**Source material:**
Segment Open
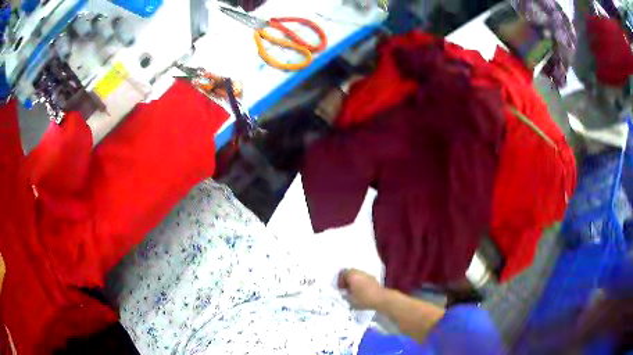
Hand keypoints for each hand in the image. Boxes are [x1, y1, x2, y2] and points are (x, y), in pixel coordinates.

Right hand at [338, 269, 384, 309]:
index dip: (340, 281)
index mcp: (352, 275)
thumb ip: (345, 295)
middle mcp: (360, 272)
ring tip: (354, 290)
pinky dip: (361, 282)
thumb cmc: (363, 299)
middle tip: (346, 288)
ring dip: (355, 281)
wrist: (380, 298)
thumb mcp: (350, 299)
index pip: (343, 273)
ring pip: (358, 275)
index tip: (340, 289)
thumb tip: (344, 293)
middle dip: (347, 279)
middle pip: (350, 272)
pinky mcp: (373, 279)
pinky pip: (364, 278)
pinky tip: (361, 291)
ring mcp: (368, 275)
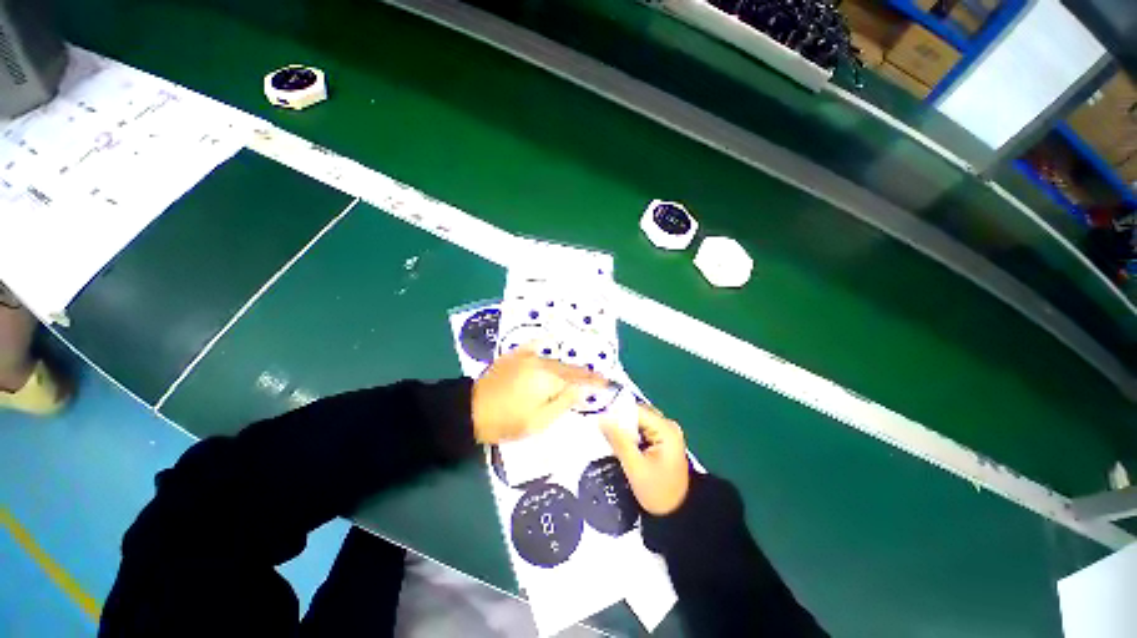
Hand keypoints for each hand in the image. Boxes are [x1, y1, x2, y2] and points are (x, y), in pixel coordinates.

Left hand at [472, 345, 602, 443]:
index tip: (607, 382)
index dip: (593, 380)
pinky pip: (533, 347)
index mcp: (548, 379)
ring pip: (553, 359)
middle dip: (583, 373)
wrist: (470, 410)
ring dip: (567, 366)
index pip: (578, 378)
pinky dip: (544, 346)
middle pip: (567, 367)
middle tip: (596, 378)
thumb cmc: (507, 421)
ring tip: (578, 371)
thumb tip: (582, 390)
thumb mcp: (539, 421)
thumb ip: (563, 403)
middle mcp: (540, 362)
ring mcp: (526, 357)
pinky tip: (549, 341)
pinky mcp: (513, 356)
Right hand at [601, 405, 689, 515]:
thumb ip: (618, 440)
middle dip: (618, 421)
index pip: (635, 410)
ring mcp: (665, 433)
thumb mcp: (635, 467)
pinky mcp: (661, 440)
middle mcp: (667, 425)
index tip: (598, 420)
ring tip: (607, 437)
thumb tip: (601, 418)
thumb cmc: (658, 492)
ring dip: (623, 429)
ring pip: (637, 422)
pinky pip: (641, 430)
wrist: (678, 514)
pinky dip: (630, 436)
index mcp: (665, 429)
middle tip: (601, 430)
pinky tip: (620, 444)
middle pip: (636, 414)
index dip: (616, 413)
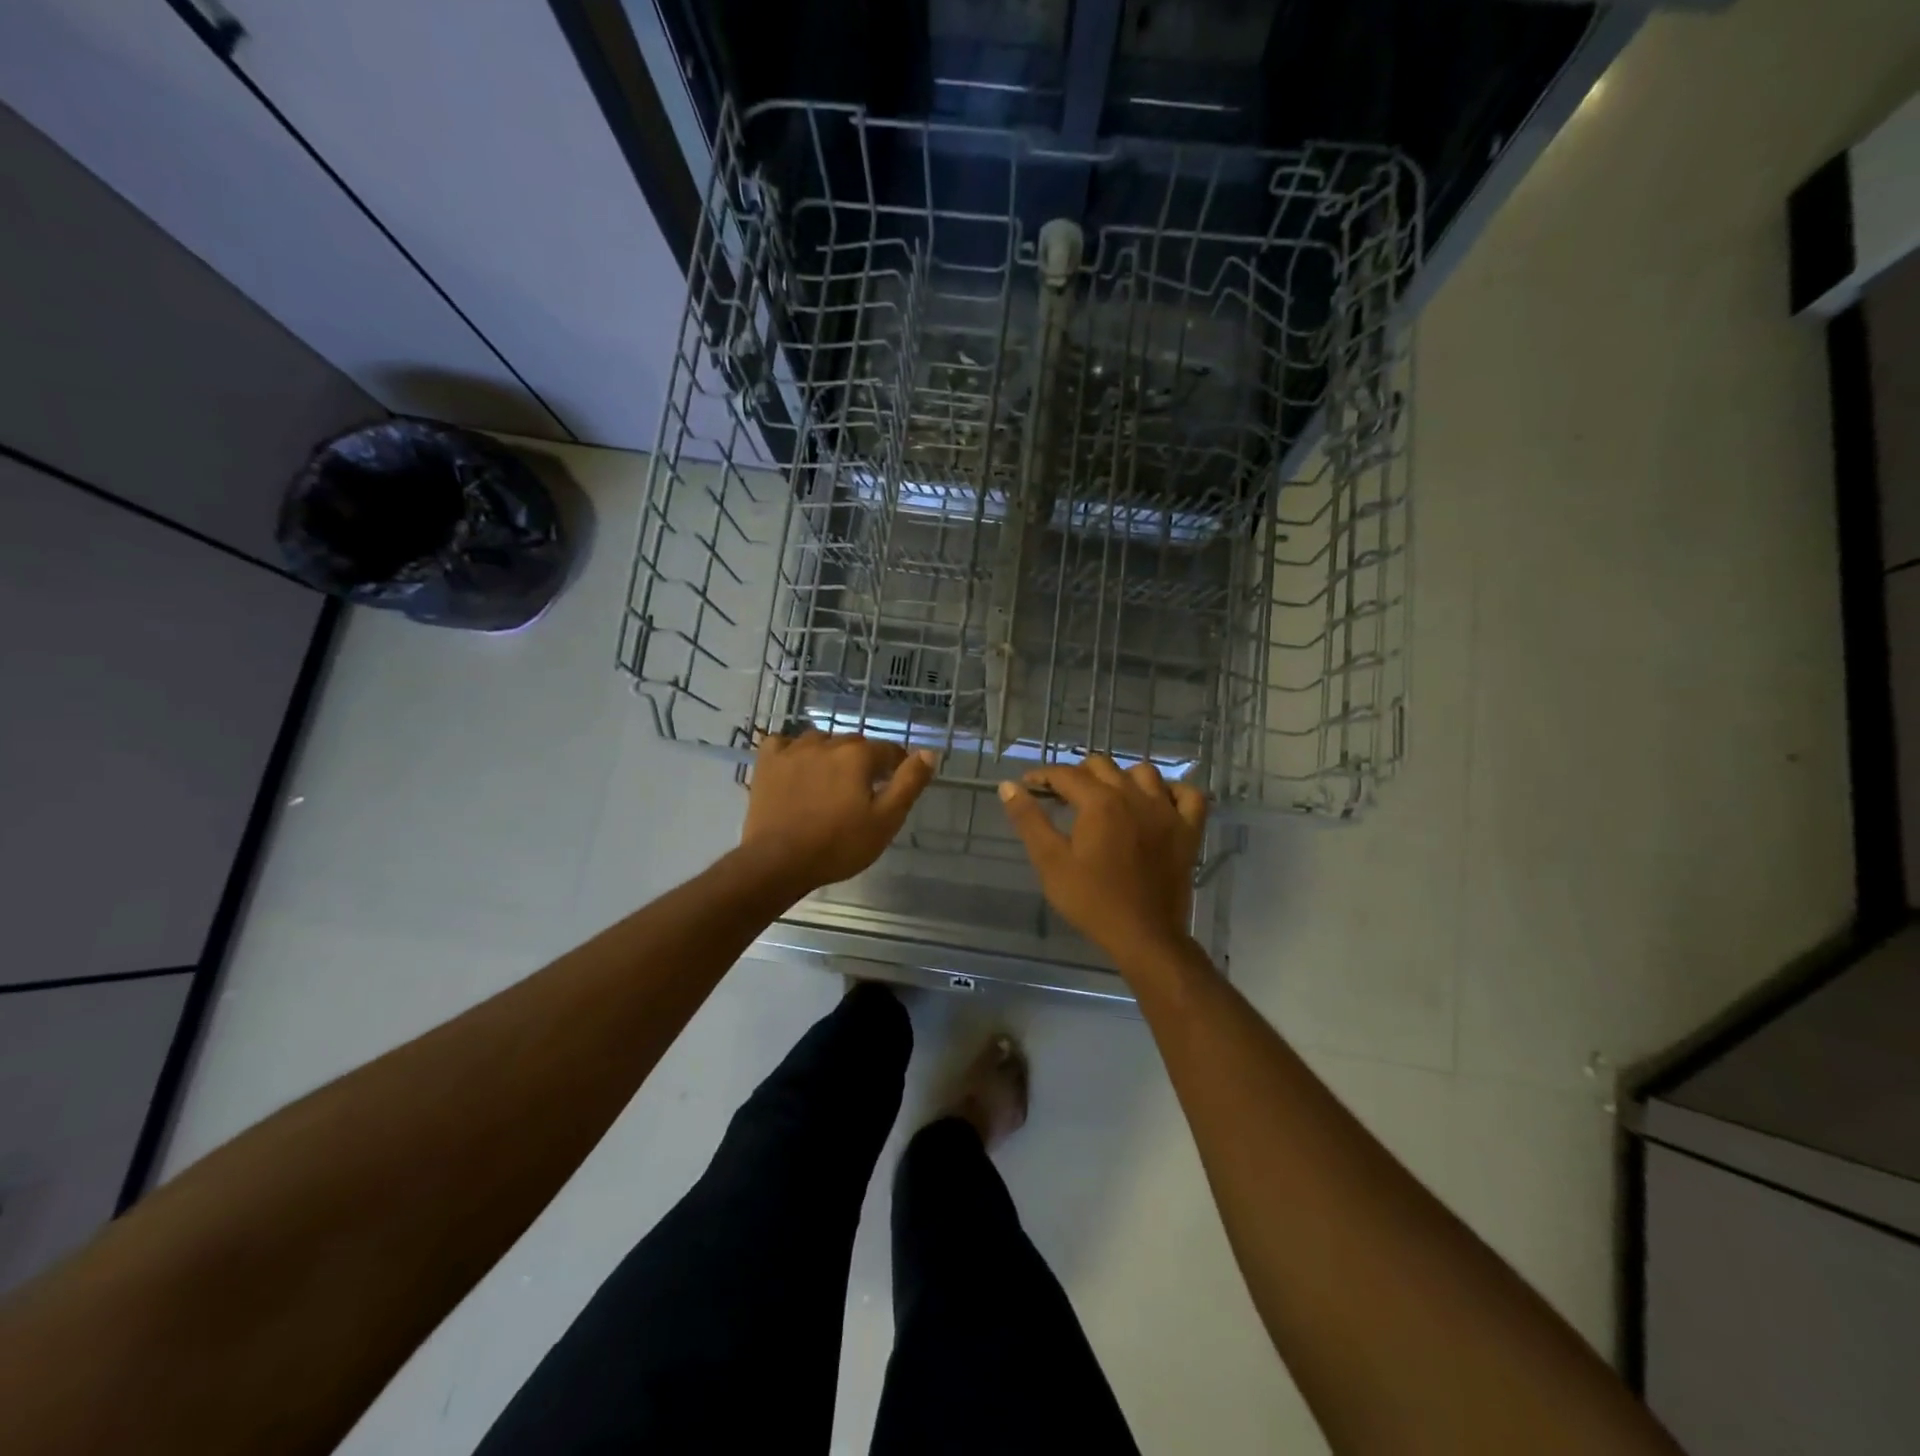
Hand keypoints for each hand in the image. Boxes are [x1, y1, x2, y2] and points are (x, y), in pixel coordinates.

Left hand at [739, 731, 936, 894]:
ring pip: (821, 741)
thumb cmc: (838, 845)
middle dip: (864, 762)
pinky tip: (796, 768)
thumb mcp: (886, 820)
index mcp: (858, 755)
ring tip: (830, 782)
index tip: (894, 786)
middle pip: (855, 745)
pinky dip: (793, 751)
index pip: (888, 751)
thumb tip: (929, 752)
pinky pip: (784, 744)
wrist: (778, 861)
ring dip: (830, 755)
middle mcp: (827, 743)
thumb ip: (909, 783)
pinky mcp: (768, 763)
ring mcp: (793, 750)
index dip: (896, 767)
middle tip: (862, 793)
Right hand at [998, 755, 1207, 964]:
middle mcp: (1135, 796)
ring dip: (1122, 777)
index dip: (1043, 776)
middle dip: (1078, 774)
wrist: (1144, 936)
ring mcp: (1167, 811)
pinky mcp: (1189, 830)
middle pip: (1102, 766)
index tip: (1029, 786)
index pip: (1066, 774)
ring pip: (1144, 772)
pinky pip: (1188, 795)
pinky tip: (1158, 802)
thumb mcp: (1051, 862)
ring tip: (1108, 797)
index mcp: (1099, 802)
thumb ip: (1029, 820)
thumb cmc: (1092, 901)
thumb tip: (1009, 786)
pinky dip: (1173, 791)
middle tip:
Segment Closed
**Task prompt:** Repeat, word for word, the lines of the material above from the one holding "index mcp: (352, 275)" through the one holding "pinky pip: (641, 430)". Leave out pictures.

**Result of this task:**
index mcp: (352, 275)
thumb ip: (345, 295)
middle mcp: (360, 272)
ring tip: (354, 290)
pinky dip: (361, 282)
thumb cmc: (363, 299)
middle tip: (346, 288)
ring dip: (355, 281)
wrist: (380, 298)
thumb mcp: (350, 299)
index pip: (343, 273)
ring pip: (358, 275)
index tip: (340, 289)
thumb tip: (344, 293)
middle dip: (347, 279)
middle pip: (350, 272)
pinky mcp: (373, 279)
pinky pip: (364, 278)
pinky tip: (361, 291)
ring mcp: (368, 275)
Hand keypoints for each hand in the image. Boxes are [x1, y1, x2, y2] and points are (x, y), in pixel coordinates.

Left hand at [472, 345, 602, 443]:
index tip: (607, 382)
index dip: (593, 380)
pinky pip: (533, 347)
index mcp: (548, 379)
ring pip: (553, 359)
middle dip: (583, 373)
wrist: (470, 410)
ring dip: (567, 366)
index pip: (578, 378)
pinky dip: (544, 346)
middle pip: (567, 367)
middle tip: (596, 378)
thumb cmc: (507, 421)
ring tip: (578, 371)
thumb tip: (582, 390)
thumb mcp: (539, 421)
thumb ip: (563, 403)
middle mcp: (540, 362)
ring mcp: (526, 357)
pinky tip: (549, 341)
pinky mcp: (513, 356)
Right hand at [601, 405, 689, 515]:
thumb ip: (618, 440)
middle dip: (618, 421)
index pip: (635, 410)
ring mcp: (665, 433)
thumb mcp: (635, 467)
pinky mcp: (661, 440)
middle mcp: (667, 425)
index tip: (598, 420)
ring tip: (607, 437)
thumb tip: (601, 418)
thumb cmc: (658, 492)
ring dip: (623, 429)
ring pip: (637, 422)
pinky pip: (641, 430)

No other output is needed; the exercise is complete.